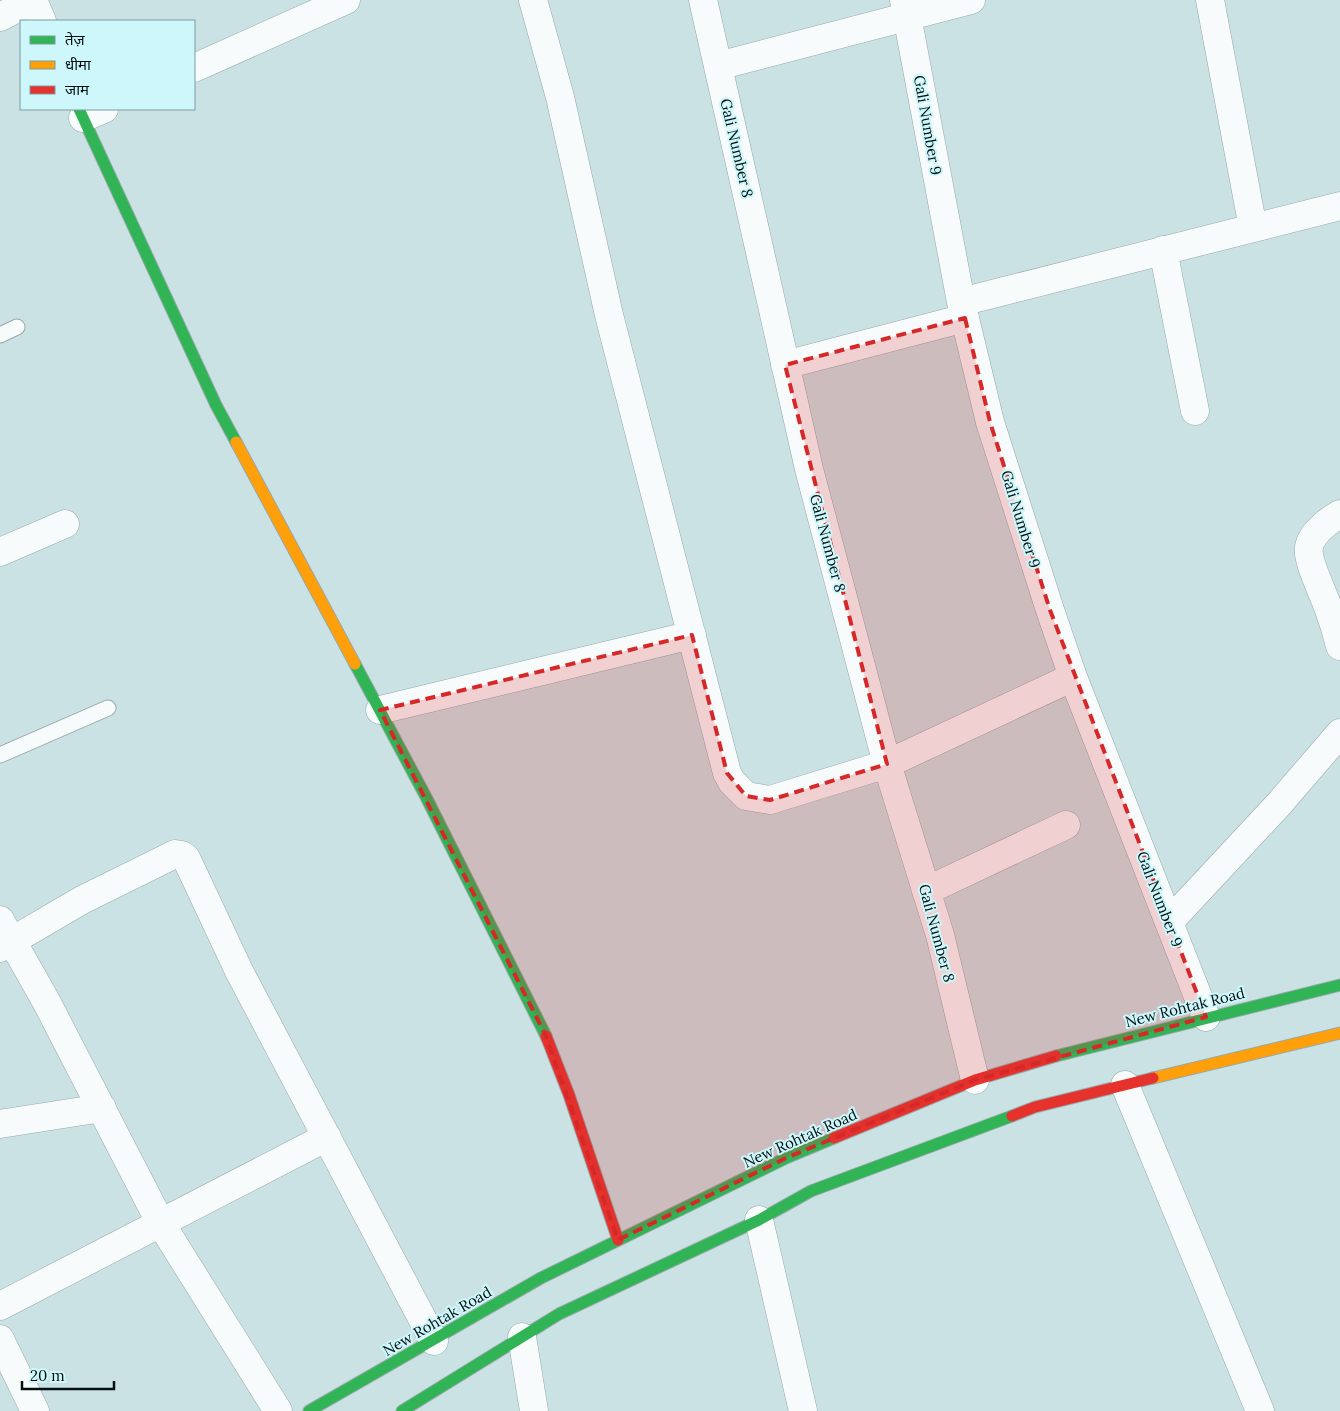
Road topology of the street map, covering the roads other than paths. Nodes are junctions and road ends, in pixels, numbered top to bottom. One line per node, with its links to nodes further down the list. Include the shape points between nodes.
1 (33, 0): 8 (street); 9 (street)
2 (346, 0): 11 (street)
3 (533, 0): 24 (street, via 560,97 609,315)
4 (703, 0): 10 (street, Gali Number 8)
5 (971, 0): 7 (street)
6 (1210, 0): 14 (street)
7 (906, 8): 10 (street); 16 (street, Gali Number 9)
8 (0, 17)
9 (42, 20)
10 (718, 66): 19 (street, Gali Number 8)
11 (195, 68)
12 (89, 112): 28 (main road, via 138,234 216,405)
13 (1340, 206): 14 (street)
14 (1253, 228): 15 (street)
15 (1164, 250): 16 (street); 20 (street)
16 (963, 310): 19 (street); 26 (street, Gali Number 9, via 990,422)
17 (17, 328): 18 (lane)
18 (0, 335)
19 (785, 365): 31 (street, Gali Number 8, via 809,469)
20 (1195, 411)
21 (1340, 514): 25 (street, via 1317,532 1309,547)
22 (65, 524): 23 (street)
23 (0, 552)
24 (692, 636): 28 (street); 31 (street, via 727,773 746,796 770,800)
25 (1340, 646)
26 (1073, 676): 31 (street); 34 (street, Gali Number 9)
27 (108, 708): 30 (lane)
28 (380, 710): 46 (main road, via 545,1034 570,1096)
29 (1340, 733): 34 (street, via 1280,804)
30 (0, 755)
31 (887, 764): 33 (street, Gali Number 8)
32 (1066, 825): 33 (street)
33 (926, 891): 39 (street, Gali Number 8, via 940,935)
34 (1169, 922): 37 (street, Gali Number 9)
35 (4, 936): 41 (street, via 46,1001); 43 (street, via 175,854 182,855)
36 (1340, 985): 37 (main road, New Rohtak Road)
37 (1206, 1017): 39 (main road, New Rohtak Road)
38 (1340, 1033): 40 (main road)
39 (975, 1080): 46 (main road, New Rohtak Road, via 786,1158)
40 (1125, 1085): 44 (main road, via 1035,1107 811,1191); 57 (street)
41 (102, 1108): 42 (street); 45 (street)
42 (0, 1124)
43 (327, 1137): 45 (street); 50 (street)
44 (759, 1220): 48 (main road, via 559,1314); 56 (street)
45 (160, 1222): 47 (street); 51 (street)
46 (618, 1240): 50 (main road, New Rohtak Road, via 541,1278)
47 (0, 1306)
48 (522, 1337): 54 (main road); 55 (street)
49 (0, 1339): 52 (street)
50 (434, 1341): 53 (main road, New Rohtak Road)
51 (268, 1408)
52 (35, 1411)
53 (310, 1411)
54 (402, 1411)
55 (534, 1411)
56 (803, 1411)
57 (1260, 1411)

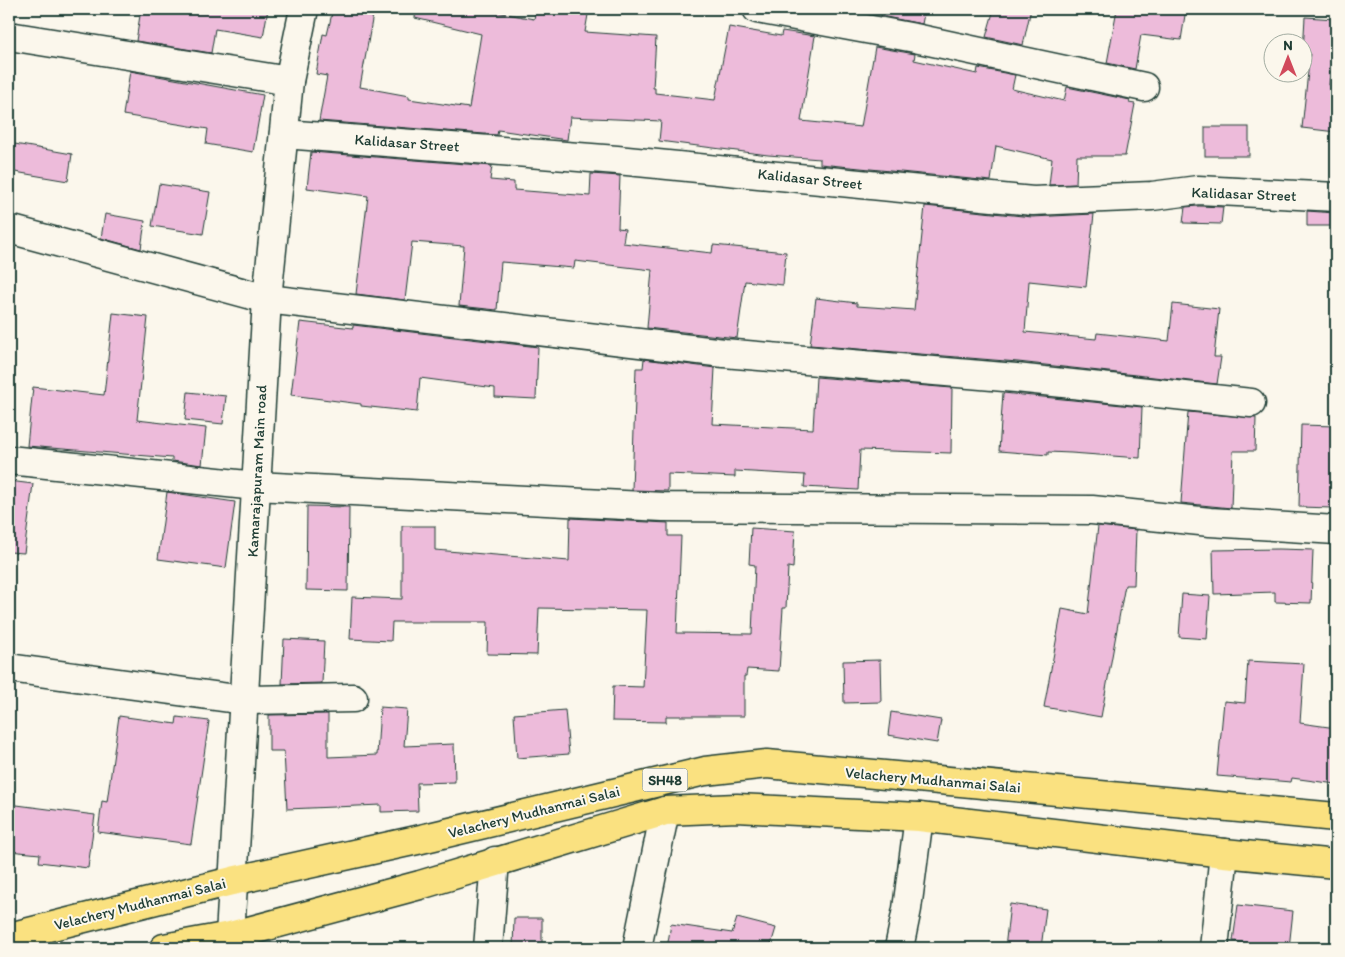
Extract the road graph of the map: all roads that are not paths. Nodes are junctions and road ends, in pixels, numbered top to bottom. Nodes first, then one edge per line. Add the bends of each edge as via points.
1 (304, 9) edge
2 (756, 9) edge
3 (9, 36) edge
4 (289, 81) junction
5 (1144, 87) dead end
6 (284, 134) junction
7 (1336, 197) edge
8 (9, 229) edge
9 (267, 299) junction
10 (1251, 403) dead end
11 (9, 460) edge
12 (256, 486) junction
13 (1336, 530) edge
14 (9, 668) edge
15 (353, 698) dead end
16 (244, 700) junction
17 (665, 811) junction
18 (919, 817) junction
19 (1336, 817) edge
20 (1224, 853) junction
21 (495, 861) junction
22 (1336, 864) edge
23 (232, 881) junction
24 (230, 936) junction
25 (9, 937) edge
26 (164, 948) edge
27 (488, 948) edge
28 (638, 948) edge
29 (900, 948) edge
30 (1214, 948) edge

1 - 4 street, Kamarajapuram Main road
2 - 5 street via 915,38
3 - 4 street
4 - 6 street, Kamarajapuram Main road
6 - 7 street, Kalidasar Street via 617,160 1033,201 1152,196 1198,190
6 - 9 street, Kamarajapuram Main road
8 - 9 street
9 - 10 street via 724,353 1016,378
9 - 12 street, Kamarajapuram Main road
11 - 12 street
12 - 13 street via 663,507 1092,510
12 - 16 street, Kamarajapuram Main road
14 - 16 street
15 - 16 street
16 - 23 street, Kamarajapuram Main road
17 - 18 main road, SH48 via 736,808
17 - 21 main road, SH48
17 - 28 street
18 - 20 main road, SH48
18 - 29 street
19 - 23 main road, Velachery Mudhanmai Salai / SH48 via 767,764 705,770
20 - 22 main road, SH48
20 - 30 street
21 - 24 main road, SH48 via 420,885
21 - 27 street
23 - 24 street, Kamarajapuram Main road
23 - 25 main road, Velachery Mudhanmai Salai / SH48
24 - 26 main road, SH48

§ Exercise prompt: Work through the records above line by line and count those that hold the string "roads". Give only the result.

§ Output below: 2